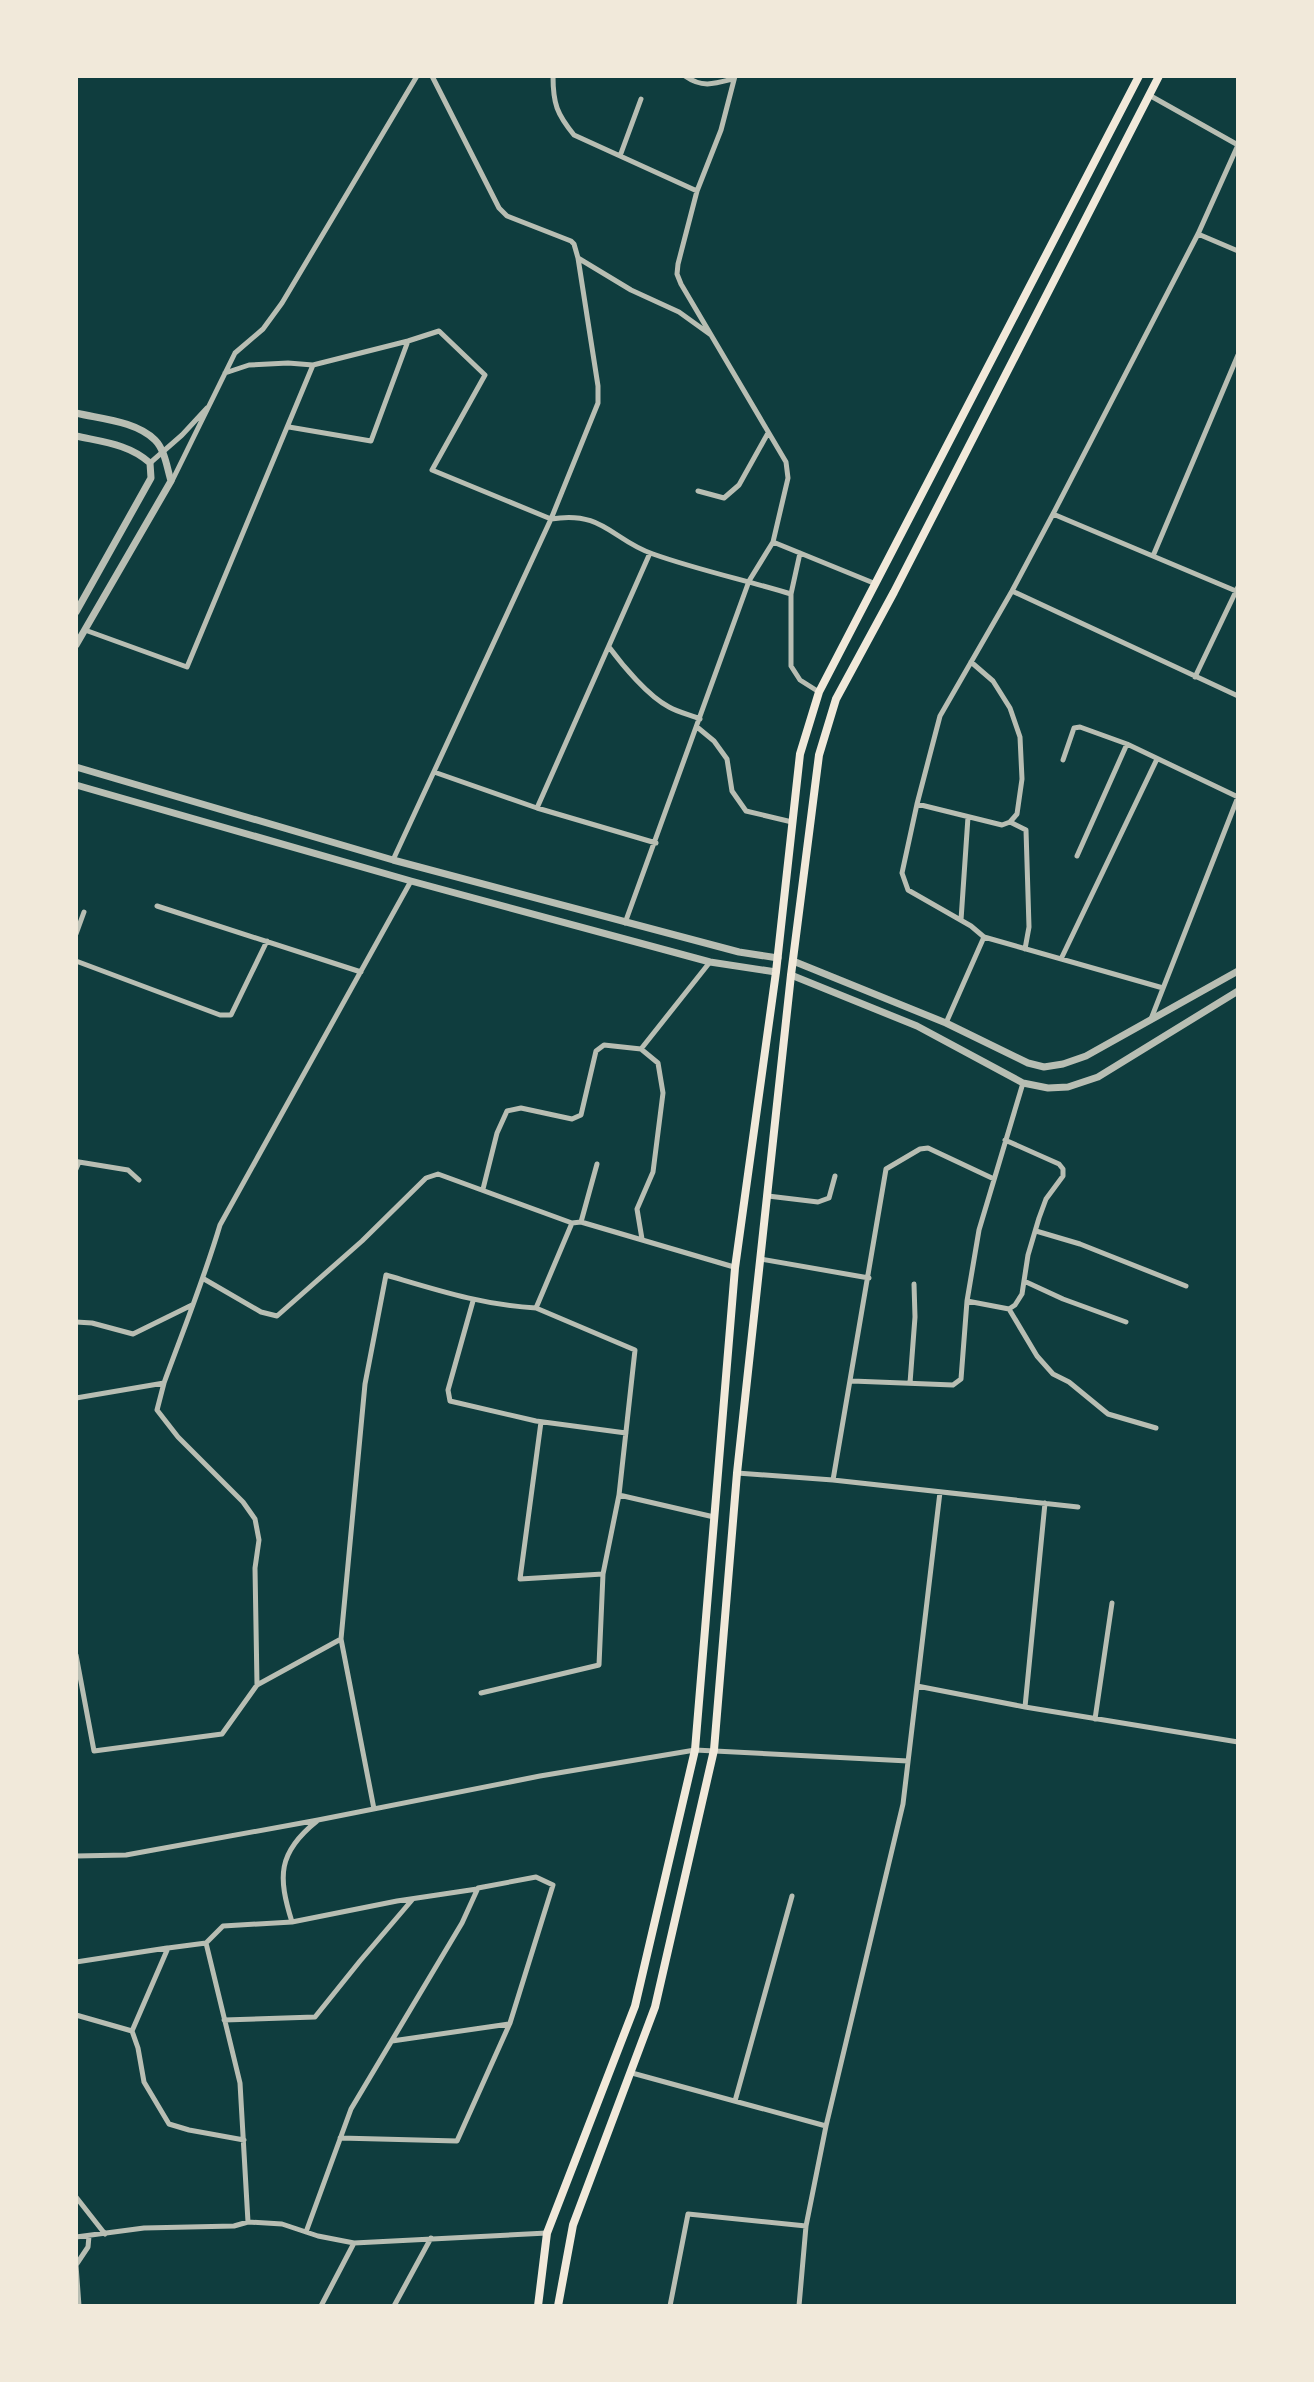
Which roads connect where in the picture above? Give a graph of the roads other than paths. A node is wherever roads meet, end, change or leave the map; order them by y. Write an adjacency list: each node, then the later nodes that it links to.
1 (417, 76): 20 (street)
2 (432, 76): 15 (street)
3 (553, 76): 11 (street)
4 (685, 76): 7 (street)
5 (1139, 76): 37 (main road)
6 (1159, 76): 8 (main road)
7 (734, 77): 12 (street)
8 (1149, 95): 10 (street); 78 (main road)
9 (641, 99): 11 (street)
10 (1238, 145): 13 (street)
11 (620, 156): 12 (street)
12 (697, 191): 16 (street)
13 (1198, 234): 14 (street); 30 (street)
14 (1238, 251)
15 (578, 258): 16 (street); 31 (street)
16 (714, 337): 24 (street)
17 (408, 341): 19 (street); 23 (street); 31 (street)
18 (1238, 355): 35 (street)
19 (313, 365): 20 (street); 23 (street)
20 (225, 373): 21 (street)
21 (215, 398): 26 (street); 28 (street)
22 (76, 413): 26 (street)
23 (289, 427): 42 (street)
24 (768, 432): 29 (street); 32 (street)
25 (76, 436): 27 (street)
26 (163, 453): 27 (street); 28 (street)
27 (150, 463): 41 (street)
28 (171, 481): 42 (street)
29 (698, 491)
30 (1053, 514): 35 (street); 39 (street)
31 (551, 519): 33 (street); 55 (street)
32 (773, 542): 34 (street); 36 (street)
33 (650, 553): 36 (street); 44 (street)
34 (800, 553): 37 (street); 40 (street)
35 (1153, 556): 38 (street)
36 (749, 581): 40 (street); 49 (street)
37 (876, 584): 47 (main road)
38 (1237, 589): 46 (street)
39 (1012, 591): 45 (street); 46 (street)
40 (791, 594): 47 (street)
41 (76, 612)
42 (85, 630): 43 (street)
43 (76, 645)
44 (608, 646): 49 (street); 59 (street)
45 (971, 662): 58 (street); 62 (street)
46 (1195, 677): 48 (street)
47 (819, 692): 61 (main road)
48 (1238, 696)
49 (700, 719): 50 (street)
50 (697, 727): 61 (street); 63 (street)
51 (1127, 744): 52 (street); 53 (street); 64 (street)
52 (1157, 759): 57 (street); 76 (street)
53 (1063, 760)
54 (76, 767): 65 (street)
55 (434, 772): 59 (street); 65 (street)
56 (76, 785): 66 (street)
57 (1238, 797): 84 (street)
58 (917, 804): 60 (street); 69 (street)
59 (537, 808): 63 (street)
60 (968, 817): 62 (street); 69 (street)
61 (792, 822): 75 (main road)
62 (1010, 822): 74 (street)
63 (656, 843): 70 (street)
64 (1077, 856)
65 (393, 860): 70 (street)
66 (411, 881): 79 (street); 81 (street)
67 (157, 906): 73 (street)
68 (84, 912): 71 (street)
69 (961, 920): 72 (street)
70 (625, 923): 75 (street)
71 (76, 934)
72 (984, 937): 74 (street); 87 (street)
73 (267, 941): 77 (street); 81 (street)
74 (1025, 949): 76 (street)
75 (778, 958): 78 (main road); 82 (main road)
76 (1061, 959): 84 (street)
77 (76, 961)
78 (793, 961): 83 (main road); 87 (street)
79 (710, 962): 82 (street); 88 (street)
80 (1238, 971): 86 (street)
81 (361, 972): 106 (street)
82 (776, 972): 83 (main road); 104 (main road)
83 (791, 975): 89 (street); 98 (main road)
84 (1163, 988): 86 (street)
85 (1238, 991): 89 (street)
86 (1150, 1020): 87 (street)
87 (946, 1023)
88 (641, 1049): 97 (street); 102 (street)
89 (1023, 1083): 90 (street)
90 (1005, 1140): 95 (street); 101 (street)
91 (78, 1161): 93 (street); 96 (street)
92 (597, 1164): 99 (street)
93 (76, 1169)
94 (835, 1176): 98 (street)
95 (994, 1179): 105 (street); 111 (street)
96 (139, 1180)
97 (483, 1189): 100 (street); 106 (street)
98 (767, 1196): 103 (main road)
99 (581, 1222): 100 (street); 102 (street)
100 (572, 1223): 113 (street)
101 (1036, 1231): 107 (street); 109 (street)
102 (642, 1239): 104 (street)
103 (760, 1258): 105 (street); 124 (main road)
104 (735, 1268): 130 (main road)
105 (869, 1278): 117 (street)
106 (204, 1279): 112 (street)
107 (1024, 1281): 114 (street); 116 (street)
108 (914, 1284): 119 (street)
109 (1186, 1286)
110 (473, 1301): 113 (street); 121 (street); 133 (street)
111 (967, 1301): 114 (street); 119 (street)
112 (193, 1304): 115 (street); 118 (street)
113 (536, 1308): 123 (street)
114 (1009, 1309): 122 (street)
115 (76, 1322)
116 (1126, 1322)
117 (852, 1381): 119 (street); 125 (street)
118 (164, 1383): 120 (street); 135 (street)
119 (910, 1383)
120 (76, 1398)
121 (541, 1422): 123 (street); 131 (street)
122 (1156, 1428)
123 (626, 1433): 127 (street)
124 (737, 1473): 125 (street); 142 (main road)
125 (833, 1480): 126 (street)
126 (940, 1492): 128 (street); 136 (street)
127 (619, 1495): 130 (street); 131 (street)
128 (1045, 1503): 129 (street); 138 (street)
129 (1078, 1507)
130 (714, 1517): 141 (main road)
131 (603, 1574): 137 (street)
132 (1112, 1603): 139 (street)
133 (341, 1639): 135 (street); 144 (street)
134 (76, 1655): 135 (street)
135 (257, 1685)
136 (917, 1686): 138 (street); 143 (street)
137 (481, 1693)
138 (1025, 1707): 139 (street)
139 (1095, 1719): 140 (street)
140 (1238, 1742)
141 (695, 1750): 142 (street); 144 (street); 168 (main road)
142 (714, 1750): 143 (street); 159 (main road)
143 (908, 1761): 161 (street)
144 (374, 1809): 145 (street)
145 (318, 1820): 146 (street); 150 (street)
146 (76, 1856)
147 (478, 1888): 149 (street); 156 (street); 158 (street)
148 (792, 1896): 160 (street)
149 (413, 1899): 150 (street); 155 (street)
150 (292, 1922): 151 (street)
151 (206, 1943): 152 (street); 155 (street)
152 (168, 1948): 153 (street); 157 (street)
153 (76, 1962)
154 (76, 2015): 157 (street)
155 (224, 2020): 163 (street)
156 (510, 2023): 158 (street); 162 (street)
157 (132, 2031): 163 (street)
158 (391, 2041): 162 (street)
159 (632, 2073): 160 (street); 178 (main road)
160 (735, 2101): 161 (street)
161 (826, 2126): 166 (street)
162 (340, 2138): 167 (street)
163 (244, 2140): 165 (street)
164 (76, 2197): 169 (street)
165 (248, 2222): 167 (street); 169 (street)
166 (806, 2226): 179 (street); 180 (street)
167 (306, 2232): 173 (street)
168 (547, 2233): 172 (street); 177 (main road)
169 (105, 2234): 170 (street)
170 (89, 2236): 171 (street); 174 (street)
171 (76, 2237)
172 (431, 2238): 173 (street); 176 (street)
173 (354, 2243): 175 (street)
174 (79, 2306)
175 (321, 2306)
176 (394, 2306)
177 (538, 2306)
178 (558, 2306)
179 (670, 2306)
180 (799, 2306)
——
Should a record include a picture, omit it from your copy and return the rest unchanged.

Which roads connect where in the picture above? Give a graph of the roads other than paths. A node is wherever roads meet, end, change or leave the map; order them by y. Write an adjacency list: each node, then the later nodes that it links to.
1 (417, 76): 20 (street)
2 (432, 76): 15 (street)
3 (553, 76): 11 (street)
4 (685, 76): 7 (street)
5 (1139, 76): 37 (main road)
6 (1159, 76): 8 (main road)
7 (734, 77): 12 (street)
8 (1149, 95): 10 (street); 78 (main road)
9 (641, 99): 11 (street)
10 (1238, 145): 13 (street)
11 (620, 156): 12 (street)
12 (697, 191): 16 (street)
13 (1198, 234): 14 (street); 30 (street)
14 (1238, 251)
15 (578, 258): 16 (street); 31 (street)
16 (714, 337): 24 (street)
17 (408, 341): 19 (street); 23 (street); 31 (street)
18 (1238, 355): 35 (street)
19 (313, 365): 20 (street); 23 (street)
20 (225, 373): 21 (street)
21 (215, 398): 26 (street); 28 (street)
22 (76, 413): 26 (street)
23 (289, 427): 42 (street)
24 (768, 432): 29 (street); 32 (street)
25 (76, 436): 27 (street)
26 (163, 453): 27 (street); 28 (street)
27 (150, 463): 41 (street)
28 (171, 481): 42 (street)
29 (698, 491)
30 (1053, 514): 35 (street); 39 (street)
31 (551, 519): 33 (street); 55 (street)
32 (773, 542): 34 (street); 36 (street)
33 (650, 553): 36 (street); 44 (street)
34 (800, 553): 37 (street); 40 (street)
35 (1153, 556): 38 (street)
36 (749, 581): 40 (street); 49 (street)
37 (876, 584): 47 (main road)
38 (1237, 589): 46 (street)
39 (1012, 591): 45 (street); 46 (street)
40 (791, 594): 47 (street)
41 (76, 612)
42 (85, 630): 43 (street)
43 (76, 645)
44 (608, 646): 49 (street); 59 (street)
45 (971, 662): 58 (street); 62 (street)
46 (1195, 677): 48 (street)
47 (819, 692): 61 (main road)
48 (1238, 696)
49 (700, 719): 50 (street)
50 (697, 727): 61 (street); 63 (street)
51 (1127, 744): 52 (street); 53 (street); 64 (street)
52 (1157, 759): 57 (street); 76 (street)
53 (1063, 760)
54 (76, 767): 65 (street)
55 (434, 772): 59 (street); 65 (street)
56 (76, 785): 66 (street)
57 (1238, 797): 84 (street)
58 (917, 804): 60 (street); 69 (street)
59 (537, 808): 63 (street)
60 (968, 817): 62 (street); 69 (street)
61 (792, 822): 75 (main road)
62 (1010, 822): 74 (street)
63 (656, 843): 70 (street)
64 (1077, 856)
65 (393, 860): 70 (street)
66 (411, 881): 79 (street); 81 (street)
67 (157, 906): 73 (street)
68 (84, 912): 71 (street)
69 (961, 920): 72 (street)
70 (625, 923): 75 (street)
71 (76, 934)
72 (984, 937): 74 (street); 87 (street)
73 (267, 941): 77 (street); 81 (street)
74 (1025, 949): 76 (street)
75 (778, 958): 78 (main road); 82 (main road)
76 (1061, 959): 84 (street)
77 (76, 961)
78 (793, 961): 83 (main road); 87 (street)
79 (710, 962): 82 (street); 88 (street)
80 (1238, 971): 86 (street)
81 (361, 972): 106 (street)
82 (776, 972): 83 (main road); 104 (main road)
83 (791, 975): 89 (street); 98 (main road)
84 (1163, 988): 86 (street)
85 (1238, 991): 89 (street)
86 (1150, 1020): 87 (street)
87 (946, 1023)
88 (641, 1049): 97 (street); 102 (street)
89 (1023, 1083): 90 (street)
90 (1005, 1140): 95 (street); 101 (street)
91 (78, 1161): 93 (street); 96 (street)
92 (597, 1164): 99 (street)
93 (76, 1169)
94 (835, 1176): 98 (street)
95 (994, 1179): 105 (street); 111 (street)
96 (139, 1180)
97 (483, 1189): 100 (street); 106 (street)
98 (767, 1196): 103 (main road)
99 (581, 1222): 100 (street); 102 (street)
100 (572, 1223): 113 (street)
101 (1036, 1231): 107 (street); 109 (street)
102 (642, 1239): 104 (street)
103 (760, 1258): 105 (street); 124 (main road)
104 (735, 1268): 130 (main road)
105 (869, 1278): 117 (street)
106 (204, 1279): 112 (street)
107 (1024, 1281): 114 (street); 116 (street)
108 (914, 1284): 119 (street)
109 (1186, 1286)
110 (473, 1301): 113 (street); 121 (street); 133 (street)
111 (967, 1301): 114 (street); 119 (street)
112 (193, 1304): 115 (street); 118 (street)
113 (536, 1308): 123 (street)
114 (1009, 1309): 122 (street)
115 (76, 1322)
116 (1126, 1322)
117 (852, 1381): 119 (street); 125 (street)
118 (164, 1383): 120 (street); 135 (street)
119 (910, 1383)
120 (76, 1398)
121 (541, 1422): 123 (street); 131 (street)
122 (1156, 1428)
123 (626, 1433): 127 (street)
124 (737, 1473): 125 (street); 142 (main road)
125 (833, 1480): 126 (street)
126 (940, 1492): 128 (street); 136 (street)
127 (619, 1495): 130 (street); 131 (street)
128 (1045, 1503): 129 (street); 138 (street)
129 (1078, 1507)
130 (714, 1517): 141 (main road)
131 (603, 1574): 137 (street)
132 (1112, 1603): 139 (street)
133 (341, 1639): 135 (street); 144 (street)
134 (76, 1655): 135 (street)
135 (257, 1685)
136 (917, 1686): 138 (street); 143 (street)
137 (481, 1693)
138 (1025, 1707): 139 (street)
139 (1095, 1719): 140 (street)
140 (1238, 1742)
141 (695, 1750): 142 (street); 144 (street); 168 (main road)
142 (714, 1750): 143 (street); 159 (main road)
143 (908, 1761): 161 (street)
144 (374, 1809): 145 (street)
145 (318, 1820): 146 (street); 150 (street)
146 (76, 1856)
147 (478, 1888): 149 (street); 156 (street); 158 (street)
148 (792, 1896): 160 (street)
149 (413, 1899): 150 (street); 155 (street)
150 (292, 1922): 151 (street)
151 (206, 1943): 152 (street); 155 (street)
152 (168, 1948): 153 (street); 157 (street)
153 (76, 1962)
154 (76, 2015): 157 (street)
155 (224, 2020): 163 (street)
156 (510, 2023): 158 (street); 162 (street)
157 (132, 2031): 163 (street)
158 (391, 2041): 162 (street)
159 (632, 2073): 160 (street); 178 (main road)
160 (735, 2101): 161 (street)
161 (826, 2126): 166 (street)
162 (340, 2138): 167 (street)
163 (244, 2140): 165 (street)
164 (76, 2197): 169 (street)
165 (248, 2222): 167 (street); 169 (street)
166 (806, 2226): 179 (street); 180 (street)
167 (306, 2232): 173 (street)
168 (547, 2233): 172 (street); 177 (main road)
169 (105, 2234): 170 (street)
170 (89, 2236): 171 (street); 174 (street)
171 (76, 2237)
172 (431, 2238): 173 (street); 176 (street)
173 (354, 2243): 175 (street)
174 (79, 2306)
175 (321, 2306)
176 (394, 2306)
177 (538, 2306)
178 (558, 2306)
179 (670, 2306)
180 (799, 2306)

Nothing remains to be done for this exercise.